Dionne Thompson, Straits Times Asia Report, 7 Oct 13;
I came close to losing my life twice while diving – once in the Philippines and the other time in Indonesia – but I’ve never lost my love for the sea and its life-giving bounty of coral reefs.
So, I was very happy to hear that the World Bank has decided to approve a multimillion-dollar project that will come up with clever models to put a value on coral reefs and their related ecosystems (mangroves, for example) that governments can understand and use in policy-making.
The project, which has a modest starting grant of US$4.5 million (S$5.6 million), focuses on Indonesia and the Philippines, where much of the world’s reefs and related ecosystems lie. It is meant to encourage stewardship of these marine resources, which provide not just food security and livelihoods but also natural protection against storms and rising sea levels.
To know the sea is to love it. But too many of us still seem to treat it as a magic larder that can be plundered at will with no consequences. Part of the problem, I feel, is that the destruction is taking place under water, where the damage is not easily visible.
On land, causes for sustainable mining and farming have gained traction, helped along by the sight of devastated rainforests and the cries of animals in distress.
But fish cannot scream. And far greater tracts have been quietly destroyed underwater by a single commercial fishing net than have been lost on land to a roaring forest fire.
Every year, an estimated 130,000 sq km are lost to deforestation.
Every year, 15 million sq km under the sea are raked by bottom trawling, just one of the many types of commercial fishing that damage the sea floor.
To quantify is to begin to understand. Even then, governments face an uphill battle.
At one of the more successful ecological dive resorts I’ve been to in Indonesia, it took years of convincing, and years of enforcing a no-fishing zone (including hiring armed patrols) before local fishermen realised that the exclusion zone actually improved their catches outside of it.
As dive resorts spring up in the region and more young people abandon fishing for diving, the scales are falling off for more local communities.

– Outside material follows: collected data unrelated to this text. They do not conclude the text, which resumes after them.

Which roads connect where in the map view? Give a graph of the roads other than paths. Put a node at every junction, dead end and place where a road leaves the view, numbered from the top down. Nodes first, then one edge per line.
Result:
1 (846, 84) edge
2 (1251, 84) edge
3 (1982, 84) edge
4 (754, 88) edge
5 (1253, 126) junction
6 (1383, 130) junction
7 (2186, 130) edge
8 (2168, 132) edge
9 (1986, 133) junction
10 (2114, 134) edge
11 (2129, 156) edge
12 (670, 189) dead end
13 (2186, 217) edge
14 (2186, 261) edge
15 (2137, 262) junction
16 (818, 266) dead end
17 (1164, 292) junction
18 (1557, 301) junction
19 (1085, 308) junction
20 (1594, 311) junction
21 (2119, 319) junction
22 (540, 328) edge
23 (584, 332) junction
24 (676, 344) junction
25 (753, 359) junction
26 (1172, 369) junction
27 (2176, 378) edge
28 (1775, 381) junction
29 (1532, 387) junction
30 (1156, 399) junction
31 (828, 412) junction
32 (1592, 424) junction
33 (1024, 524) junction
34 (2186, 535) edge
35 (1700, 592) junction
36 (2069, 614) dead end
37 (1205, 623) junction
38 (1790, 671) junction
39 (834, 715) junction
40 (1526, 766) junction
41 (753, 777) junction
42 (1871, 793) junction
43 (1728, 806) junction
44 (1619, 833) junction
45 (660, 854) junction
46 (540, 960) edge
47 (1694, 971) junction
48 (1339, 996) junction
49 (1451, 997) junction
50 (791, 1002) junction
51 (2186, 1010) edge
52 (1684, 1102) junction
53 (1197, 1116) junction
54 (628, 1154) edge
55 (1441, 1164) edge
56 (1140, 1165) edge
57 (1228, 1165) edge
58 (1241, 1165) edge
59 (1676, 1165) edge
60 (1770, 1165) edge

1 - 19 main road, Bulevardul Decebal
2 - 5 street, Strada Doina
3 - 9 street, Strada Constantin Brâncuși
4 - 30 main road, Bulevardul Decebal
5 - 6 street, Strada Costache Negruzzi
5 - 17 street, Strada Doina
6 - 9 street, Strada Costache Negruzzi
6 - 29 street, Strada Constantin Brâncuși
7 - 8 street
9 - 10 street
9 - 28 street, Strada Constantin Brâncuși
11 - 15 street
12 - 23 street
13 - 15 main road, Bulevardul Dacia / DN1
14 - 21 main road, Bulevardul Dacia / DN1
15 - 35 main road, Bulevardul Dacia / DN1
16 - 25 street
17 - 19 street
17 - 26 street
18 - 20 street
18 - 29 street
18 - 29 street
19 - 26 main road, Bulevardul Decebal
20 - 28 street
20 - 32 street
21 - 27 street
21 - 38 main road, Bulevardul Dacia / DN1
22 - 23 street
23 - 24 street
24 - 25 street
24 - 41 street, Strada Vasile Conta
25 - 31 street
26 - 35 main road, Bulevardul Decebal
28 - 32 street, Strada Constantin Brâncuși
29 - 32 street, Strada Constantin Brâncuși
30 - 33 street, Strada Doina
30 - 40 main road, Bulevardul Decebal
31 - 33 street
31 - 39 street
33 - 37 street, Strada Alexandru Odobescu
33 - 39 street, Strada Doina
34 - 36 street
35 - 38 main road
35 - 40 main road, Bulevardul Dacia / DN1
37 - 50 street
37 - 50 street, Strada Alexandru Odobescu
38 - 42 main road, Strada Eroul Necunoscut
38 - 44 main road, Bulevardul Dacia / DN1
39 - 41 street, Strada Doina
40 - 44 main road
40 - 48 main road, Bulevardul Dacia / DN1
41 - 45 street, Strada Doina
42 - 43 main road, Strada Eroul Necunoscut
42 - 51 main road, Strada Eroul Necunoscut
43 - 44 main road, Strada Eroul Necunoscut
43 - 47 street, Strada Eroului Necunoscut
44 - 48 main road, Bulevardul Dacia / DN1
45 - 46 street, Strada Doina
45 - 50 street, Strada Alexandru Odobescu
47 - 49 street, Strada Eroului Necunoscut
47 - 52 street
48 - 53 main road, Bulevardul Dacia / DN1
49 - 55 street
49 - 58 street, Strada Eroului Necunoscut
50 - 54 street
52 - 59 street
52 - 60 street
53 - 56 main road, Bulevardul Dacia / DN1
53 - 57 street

I’ve talked to dive guides who used to be fishermen and some of their revelations are astonishing. Shockingly, many fishermen cannot swim and therefore cannot see the long-term damage being caused by trawler nets or dynamite fishing, much less understand that reefs and mangroves are the nurseries of the sea and therefore need to thrive.
There is some research that suggests that all is too late and that we might as well stuff our faces with our favourite seafood. Fish populations have been declining and for some species of trout, cod and anchovy, the numbers are thought to have dwindled to dangerously low levels.

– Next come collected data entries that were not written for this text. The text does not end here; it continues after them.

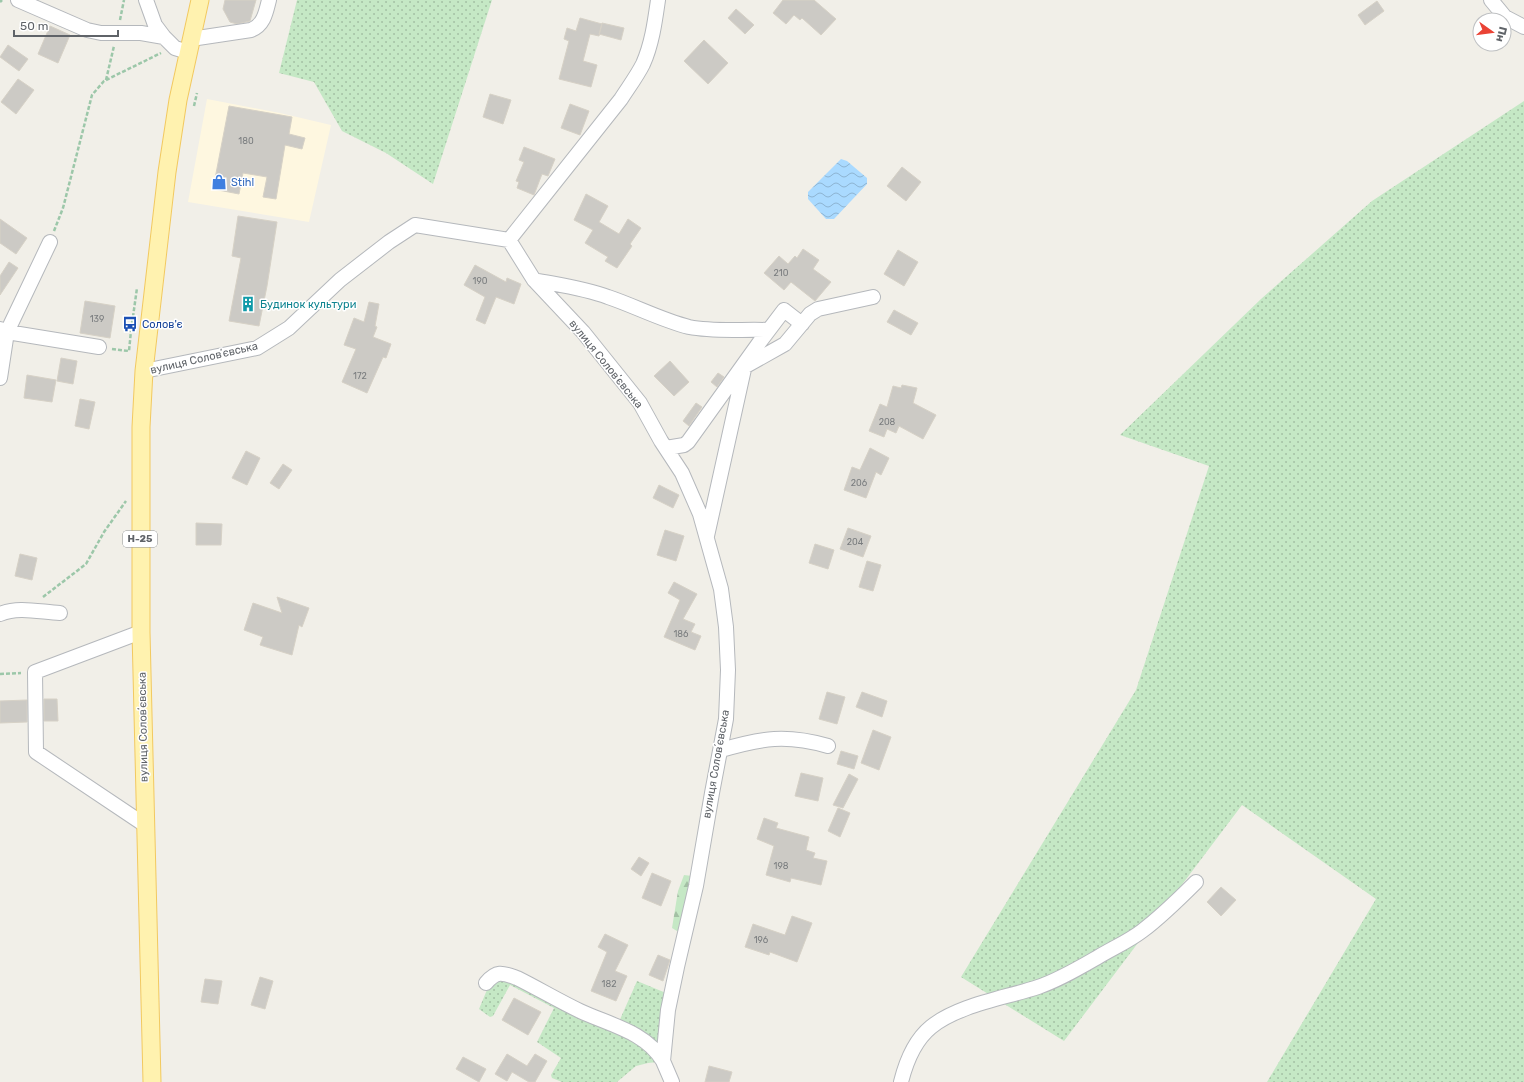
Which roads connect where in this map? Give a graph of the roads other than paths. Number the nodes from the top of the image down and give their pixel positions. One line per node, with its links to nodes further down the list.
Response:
1 (18, 0): 8 (street)
2 (146, 0): 8 (street)
3 (200, 0): 9 (main road, вулиця Соловʼєвська / Н-25)
4 (269, 0): 9 (street)
5 (658, 0): 10 (street)
6 (1491, 0): 7 (street)
7 (1524, 27)
8 (164, 37): 9 (street)
9 (185, 46): 19 (main road, вулиця Соловʼєвська / Н-25)
10 (509, 240): 12 (street, вулиця Соловʼєвська); 19 (street, вулиця Соловʼєвська)
11 (50, 242): 15 (street)
12 (534, 280): 16 (street); 21 (street, вулиця Соловʼєвська)
13 (873, 296): 14 (street)
14 (802, 324): 16 (street); 18 (street)
15 (3, 330): 17 (street); 20 (street)
16 (768, 330): 18 (street)
17 (99, 347)
18 (742, 368): 21 (street); 22 (street)
19 (144, 371): 25 (main road, вулиця Соловʼєвська / Н-25)
20 (0, 378)
21 (666, 448): 22 (street, вулиця Соловʼєвська)
22 (707, 538): 27 (street, вулиця Соловʼєвська)
23 (0, 614): 24 (street)
24 (60, 614)
25 (141, 632): 28 (main road, вулиця Соловʼєвська / Н-25); 28 (street)
26 (828, 746): 27 (street)
27 (721, 750): 31 (street, вулиця Соловʼєвська)
28 (146, 826): 32 (main road, вулиця Соловʼєвська / Н-25)
29 (1196, 882): 34 (street)
30 (486, 983): 31 (street)
31 (663, 1061): 33 (street, вулиця Соловʼєвська)
32 (152, 1082)
33 (672, 1082)
34 (901, 1082)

There may be some truth to that. Since I started diving 10 years ago, I noticed that repeat visits to the same dive sites have yielded fewer sightings of shark – the presence of the apex predator being an important indicator of reef health – and that diversity in reef life has shrunk.
But there is also much more research out there that suggests that it is not too late at all.
We can all do our bit to support life in the sea. Boycott seafood caught by bottom trawling and other equally damaging methods. Or avoid eating the bluefin tuna and other endangered species to give their numbers a chance to recover. Or even, learn to dive and see for ourselves why life in the sea is worth protecting so very much.